--- START ---

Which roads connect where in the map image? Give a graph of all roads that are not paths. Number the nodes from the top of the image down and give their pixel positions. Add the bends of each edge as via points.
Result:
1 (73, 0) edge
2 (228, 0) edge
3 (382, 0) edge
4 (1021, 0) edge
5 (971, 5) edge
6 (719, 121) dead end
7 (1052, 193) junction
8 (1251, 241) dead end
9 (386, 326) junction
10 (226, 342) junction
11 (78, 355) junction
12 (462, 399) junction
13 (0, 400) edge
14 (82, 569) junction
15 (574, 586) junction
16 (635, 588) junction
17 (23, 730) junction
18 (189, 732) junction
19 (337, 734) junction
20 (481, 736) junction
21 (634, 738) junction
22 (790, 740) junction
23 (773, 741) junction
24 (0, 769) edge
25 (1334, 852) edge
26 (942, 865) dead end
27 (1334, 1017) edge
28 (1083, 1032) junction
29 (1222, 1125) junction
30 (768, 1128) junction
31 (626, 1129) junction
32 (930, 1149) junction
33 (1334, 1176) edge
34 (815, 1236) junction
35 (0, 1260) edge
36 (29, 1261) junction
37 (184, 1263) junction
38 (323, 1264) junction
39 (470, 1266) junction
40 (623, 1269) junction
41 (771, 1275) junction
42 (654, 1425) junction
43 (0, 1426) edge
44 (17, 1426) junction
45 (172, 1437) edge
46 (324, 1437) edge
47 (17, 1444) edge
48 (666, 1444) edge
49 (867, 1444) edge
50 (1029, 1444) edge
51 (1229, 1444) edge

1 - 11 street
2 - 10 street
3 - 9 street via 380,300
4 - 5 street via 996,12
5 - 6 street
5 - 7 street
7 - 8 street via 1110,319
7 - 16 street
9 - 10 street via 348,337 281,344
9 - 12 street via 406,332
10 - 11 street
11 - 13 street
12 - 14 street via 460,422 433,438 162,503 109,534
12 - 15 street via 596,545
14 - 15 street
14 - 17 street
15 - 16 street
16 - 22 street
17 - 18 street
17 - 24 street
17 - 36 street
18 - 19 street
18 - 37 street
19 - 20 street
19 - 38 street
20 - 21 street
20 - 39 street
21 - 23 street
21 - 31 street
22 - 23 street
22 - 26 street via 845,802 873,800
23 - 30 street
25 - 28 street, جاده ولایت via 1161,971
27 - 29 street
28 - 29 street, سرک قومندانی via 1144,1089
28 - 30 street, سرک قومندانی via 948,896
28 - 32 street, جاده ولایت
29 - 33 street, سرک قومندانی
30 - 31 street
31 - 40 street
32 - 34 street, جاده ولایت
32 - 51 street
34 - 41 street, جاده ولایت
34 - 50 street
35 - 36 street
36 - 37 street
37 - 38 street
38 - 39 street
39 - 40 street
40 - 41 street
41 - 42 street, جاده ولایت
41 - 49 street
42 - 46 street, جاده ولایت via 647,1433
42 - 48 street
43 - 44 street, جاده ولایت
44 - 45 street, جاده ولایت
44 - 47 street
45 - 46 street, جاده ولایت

--- END ---

* WHAT IS REQUIRED
All of the listing above should be restated word for word.

* OUTPUT OF THE EXERCISE
Which roads connect where in the map image? Give a graph of all roads that are not paths. Number the nodes from the top of the image down and give their pixel positions. Add the bends of each edge as via points.
Result:
1 (73, 0) edge
2 (228, 0) edge
3 (382, 0) edge
4 (1021, 0) edge
5 (971, 5) edge
6 (719, 121) dead end
7 (1052, 193) junction
8 (1251, 241) dead end
9 (386, 326) junction
10 (226, 342) junction
11 (78, 355) junction
12 (462, 399) junction
13 (0, 400) edge
14 (82, 569) junction
15 (574, 586) junction
16 (635, 588) junction
17 (23, 730) junction
18 (189, 732) junction
19 (337, 734) junction
20 (481, 736) junction
21 (634, 738) junction
22 (790, 740) junction
23 (773, 741) junction
24 (0, 769) edge
25 (1334, 852) edge
26 (942, 865) dead end
27 (1334, 1017) edge
28 (1083, 1032) junction
29 (1222, 1125) junction
30 (768, 1128) junction
31 (626, 1129) junction
32 (930, 1149) junction
33 (1334, 1176) edge
34 (815, 1236) junction
35 (0, 1260) edge
36 (29, 1261) junction
37 (184, 1263) junction
38 (323, 1264) junction
39 (470, 1266) junction
40 (623, 1269) junction
41 (771, 1275) junction
42 (654, 1425) junction
43 (0, 1426) edge
44 (17, 1426) junction
45 (172, 1437) edge
46 (324, 1437) edge
47 (17, 1444) edge
48 (666, 1444) edge
49 (867, 1444) edge
50 (1029, 1444) edge
51 (1229, 1444) edge

1 - 11 street
2 - 10 street
3 - 9 street via 380,300
4 - 5 street via 996,12
5 - 6 street
5 - 7 street
7 - 8 street via 1110,319
7 - 16 street
9 - 10 street via 348,337 281,344
9 - 12 street via 406,332
10 - 11 street
11 - 13 street
12 - 14 street via 460,422 433,438 162,503 109,534
12 - 15 street via 596,545
14 - 15 street
14 - 17 street
15 - 16 street
16 - 22 street
17 - 18 street
17 - 24 street
17 - 36 street
18 - 19 street
18 - 37 street
19 - 20 street
19 - 38 street
20 - 21 street
20 - 39 street
21 - 23 street
21 - 31 street
22 - 23 street
22 - 26 street via 845,802 873,800
23 - 30 street
25 - 28 street, جاده ولایت via 1161,971
27 - 29 street
28 - 29 street, سرک قومندانی via 1144,1089
28 - 30 street, سرک قومندانی via 948,896
28 - 32 street, جاده ولایت
29 - 33 street, سرک قومندانی
30 - 31 street
31 - 40 street
32 - 34 street, جاده ولایت
32 - 51 street
34 - 41 street, جاده ولایت
34 - 50 street
35 - 36 street
36 - 37 street
37 - 38 street
38 - 39 street
39 - 40 street
40 - 41 street
41 - 42 street, جاده ولایت
41 - 49 street
42 - 46 street, جاده ولایت via 647,1433
42 - 48 street
43 - 44 street, جاده ولایت
44 - 45 street, جاده ولایت
44 - 47 street
45 - 46 street, جاده ولایت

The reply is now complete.